Lettera dal Mare

 

Alla nuova donna che verrà


Mio dolce amore,

avrei voluto averti qui, con me, sulle sponde del Mare di Galilea a contemplare quella santità semplice che sembra spiegare ogni cosa e come tutta la ruota perfetta del mondo trovi in Lui la sua “raison d'être”.

Avrei voluto averti qui, e tanto mi sarebbe bastato, e tutta la mia vita avrebbe probabilmente raggiunta la sua più perfetta compiutezza: ti ho straveduta, ancora, fra le onde mentre un gabbiano solitario vi planava e, poco distante dalla riva, da quelle si faceva cullare.

Avrei voluto averti lì, perché è stato quanto di più santo la vita mi abbia permesso di esperire: ma tu sei quella sperevole assenza che rende vivo questo mio desiderio.

Davanti a quel Mare, amica mia, potrei tradurre i nostri giuramenti in una santa promessa: la promessa che, quando ci chiameremo con quell'amorevolezza che, unica, si vuol sentire una sola volta, comincerebbe per noi quella semplice vita nuova fatta non di sterili rime ma di ogni gioia faconda.
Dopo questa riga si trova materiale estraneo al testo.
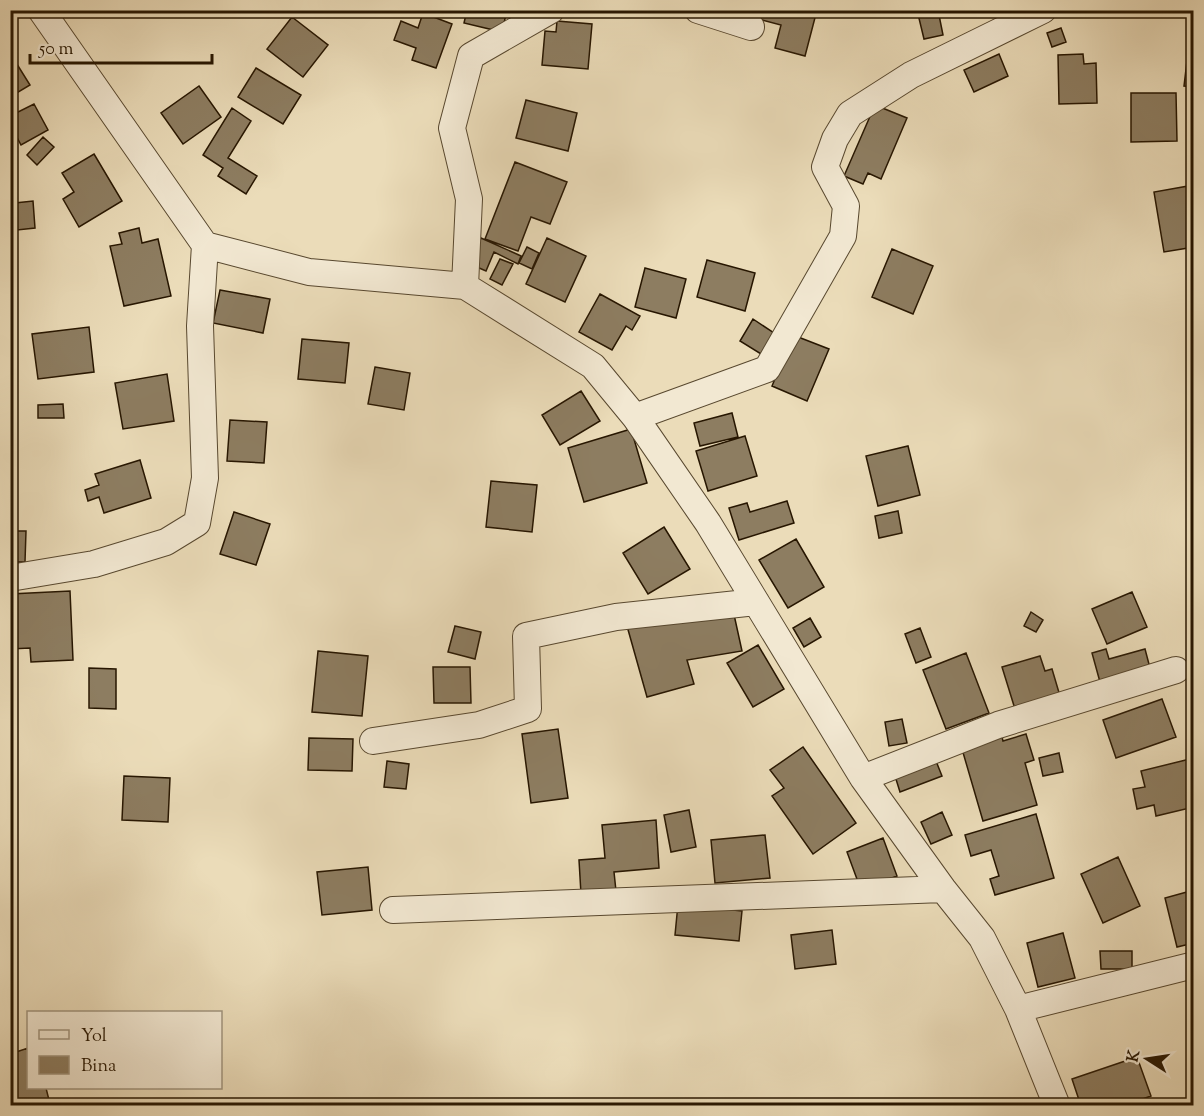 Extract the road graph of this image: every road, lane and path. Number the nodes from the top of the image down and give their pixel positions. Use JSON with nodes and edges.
{"nodes":[{"id":1,"x":41,"y":10,"type":"edge"},
{"id":2,"x":551,"y":10,"type":"edge"},
{"id":3,"x":698,"y":10,"type":"edge"},
{"id":4,"x":1043,"y":10,"type":"edge"},
{"id":5,"x":751,"y":27,"type":"dead end"},
{"id":6,"x":205,"y":245,"type":"junction"},
{"id":7,"x":465,"y":286,"type":"junction"},
{"id":8,"x":635,"y":417,"type":"junction"},
{"id":9,"x":10,"y":578,"type":"edge"},
{"id":10,"x":756,"y":602,"type":"junction"},
{"id":11,"x":1176,"y":670,"type":"dead end"},
{"id":12,"x":373,"y":741,"type":"dead end"},
{"id":13,"x":863,"y":778,"type":"junction"},
{"id":14,"x":943,"y":889,"type":"junction"},
{"id":15,"x":393,"y":910,"type":"dead end"},
{"id":16,"x":1194,"y":965,"type":"edge"},
{"id":17,"x":1018,"y":1009,"type":"junction"},
{"id":18,"x":1057,"y":1106,"type":"edge"}],
"edges":[{"from":1,"to":6,"type":"street"},
{"from":2,"to":7,"type":"street"},
{"from":3,"to":5,"type":"street"},
{"from":4,"to":8,"type":"street"},
{"from":6,"to":7,"type":"street"},
{"from":6,"to":9,"type":"street"},
{"from":7,"to":8,"type":"street"},
{"from":8,"to":10,"type":"street"},
{"from":10,"to":12,"type":"street"},
{"from":10,"to":13,"type":"street"},
{"from":11,"to":13,"type":"street"},
{"from":13,"to":14,"type":"street"},
{"from":14,"to":15,"type":"street"},
{"from":14,"to":17,"type":"street"},
{"from":16,"to":17,"type":"street"},
{"from":17,"to":18,"type":"street"}]}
Sogno ancora occhi che guardino non me ma nel mio stesso verso, capelli arricciati in conversazioni civettuole, un'iride che si colora tanto più intensamente quanto è l'oggetto del suo amore, una risata piena e modesta: sei ogni mio sonno che parla di futuro ed ogni preoccupante incubo senza volto.

Perché non mi è concesso il dono della profezia?

Perché non mi è permesso scorgerti di là dal velo che scinde la realtà ed illumina con chiarezza quanta parte di vita mi sarebbe necessaria per pregustare la nostra concreta letizia?

Ho già dedicate parole simili ad almeno una tua versione ed altre ancora ne ho scritte senza sperare resa alcuna da questi avversi fatî a cui faccio l'improba battaglia di un cuore innamorato.

Dove sei?

Ho cercata la vigna e gli agrumeti nel deserto perché ti avevo vista danzare con l'abito della festa ed i miei compagni gareggiare per scorgerti: ho atteso che arrivasse l'ora della scelta ma, appena voltato, non ti ho più scorta.

Un sapore di vino dolce però mi arrotonda il palato, ottunde i sensi, racconta del profumo di una vendemmia tardiva ma fortunata e del passo venuto a quella spremitura. È il vino a farmi scrivere, il vino ad amplificare il mio desiderio.

Ho interrogato il deserto e questi mi ha risposto che il tuo passo era più felpato della volpe nella sua tana e più tenue dell'alito che lo riempì di vita.

Sei diventata la donna del deserto: perché tutta sei avvinta ad un manto che ti scherma da queste mie irriguardevoli attenzioni: sento solo la tua risata che conosce tutta la mia stoltezza.

E non mi importa, perché prendo tutto quanto potrei attendermi.

Ho lasciata l'anima a vagare su quella riva, se tu dovessi trovarla ti prego, cuore mio: riportala a me.